For deeper inspection, each tested ticker includes a detailed trade log. You can review entry and exit dates, trade durations, return percentages, and the system's reason for exiting a position. Each trade can also be viewed on a chart, with buy and sell markers placed directly on historical price action. This level of granularity helps uncover behavioral patterns that summary metrics alone may obscure.
A Framework for Continuous Improvement

Intellectia includes an AI review that automatically evaluates the backtest once the results are generated. The system examines the strategy’s strengths, identifies weaknesses, and highlights adjustments that may improve performance. These insights appear directly below the core metrics and provide a concise interpretation of what the data suggests. If the user finds the recommendations helpful, the interface offers a single action button that applies the suggested changes. This workflow allows users to refine their strategies more efficiently and to iterate with clearer direction.
Final Thoughts
Effective strategy development requires repeated testing, careful evaluation, and a clear understanding of how rules behave across different market environments.
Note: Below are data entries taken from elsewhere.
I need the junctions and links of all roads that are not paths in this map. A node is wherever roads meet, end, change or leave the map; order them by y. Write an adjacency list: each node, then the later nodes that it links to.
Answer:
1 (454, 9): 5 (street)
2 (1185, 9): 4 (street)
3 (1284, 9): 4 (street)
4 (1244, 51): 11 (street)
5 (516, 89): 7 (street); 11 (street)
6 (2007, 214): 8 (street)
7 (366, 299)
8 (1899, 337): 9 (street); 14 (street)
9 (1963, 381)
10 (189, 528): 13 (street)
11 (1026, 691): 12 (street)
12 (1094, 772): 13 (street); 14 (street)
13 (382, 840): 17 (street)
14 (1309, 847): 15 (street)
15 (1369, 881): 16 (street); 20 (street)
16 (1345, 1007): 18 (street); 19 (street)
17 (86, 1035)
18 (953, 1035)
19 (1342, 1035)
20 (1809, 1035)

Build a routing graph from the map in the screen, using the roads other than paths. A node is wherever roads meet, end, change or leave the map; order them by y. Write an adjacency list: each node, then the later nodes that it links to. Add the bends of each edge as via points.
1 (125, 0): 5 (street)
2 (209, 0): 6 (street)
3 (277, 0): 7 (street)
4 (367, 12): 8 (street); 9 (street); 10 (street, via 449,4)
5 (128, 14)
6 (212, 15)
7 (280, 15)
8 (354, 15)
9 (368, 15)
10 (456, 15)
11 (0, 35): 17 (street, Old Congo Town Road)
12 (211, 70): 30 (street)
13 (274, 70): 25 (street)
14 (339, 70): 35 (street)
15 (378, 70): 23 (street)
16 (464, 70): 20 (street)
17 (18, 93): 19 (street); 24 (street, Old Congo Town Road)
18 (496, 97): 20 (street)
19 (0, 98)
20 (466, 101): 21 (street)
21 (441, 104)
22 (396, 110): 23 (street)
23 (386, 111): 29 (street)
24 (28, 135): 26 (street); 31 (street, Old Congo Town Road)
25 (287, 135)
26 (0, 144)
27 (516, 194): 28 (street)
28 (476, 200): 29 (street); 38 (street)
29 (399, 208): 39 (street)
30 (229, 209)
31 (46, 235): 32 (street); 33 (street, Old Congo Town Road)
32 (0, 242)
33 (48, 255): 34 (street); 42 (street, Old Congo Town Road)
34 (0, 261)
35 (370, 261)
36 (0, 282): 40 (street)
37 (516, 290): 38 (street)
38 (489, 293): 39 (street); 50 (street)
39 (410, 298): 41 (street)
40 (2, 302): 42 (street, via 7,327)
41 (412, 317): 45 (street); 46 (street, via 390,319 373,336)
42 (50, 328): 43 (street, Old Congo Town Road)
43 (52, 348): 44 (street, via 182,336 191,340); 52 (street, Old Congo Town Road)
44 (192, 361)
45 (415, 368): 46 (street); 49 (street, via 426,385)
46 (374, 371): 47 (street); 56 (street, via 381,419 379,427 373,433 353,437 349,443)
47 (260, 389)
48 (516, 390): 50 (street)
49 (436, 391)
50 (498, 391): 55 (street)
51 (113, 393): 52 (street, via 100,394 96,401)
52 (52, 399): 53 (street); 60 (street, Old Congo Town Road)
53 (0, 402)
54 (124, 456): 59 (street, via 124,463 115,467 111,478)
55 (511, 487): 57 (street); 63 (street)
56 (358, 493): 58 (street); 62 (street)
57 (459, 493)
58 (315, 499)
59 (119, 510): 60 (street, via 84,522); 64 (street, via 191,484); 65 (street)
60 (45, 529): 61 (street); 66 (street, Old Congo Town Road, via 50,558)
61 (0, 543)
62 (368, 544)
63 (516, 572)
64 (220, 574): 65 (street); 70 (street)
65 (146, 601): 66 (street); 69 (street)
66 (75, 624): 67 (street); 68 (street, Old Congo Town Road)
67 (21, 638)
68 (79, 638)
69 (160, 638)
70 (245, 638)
The Backtesting Playground is designed to support this research process by providing transparent performance analytics, detailed trade breakdowns, and AI-driven insights that help investors move from raw ideas to evidence-based decisions. Whether the user is exploring a new concept or fine-tuning an established approach, Intellectia offers a structured environment that encourages disciplined analysis and continuous improvement. It is a practical framework for anyone seeking to refine trading logic through data rather than speculation.
Intellectia Backtesting Playground: where intuition meets institutional rigor, powered entirely by natural language.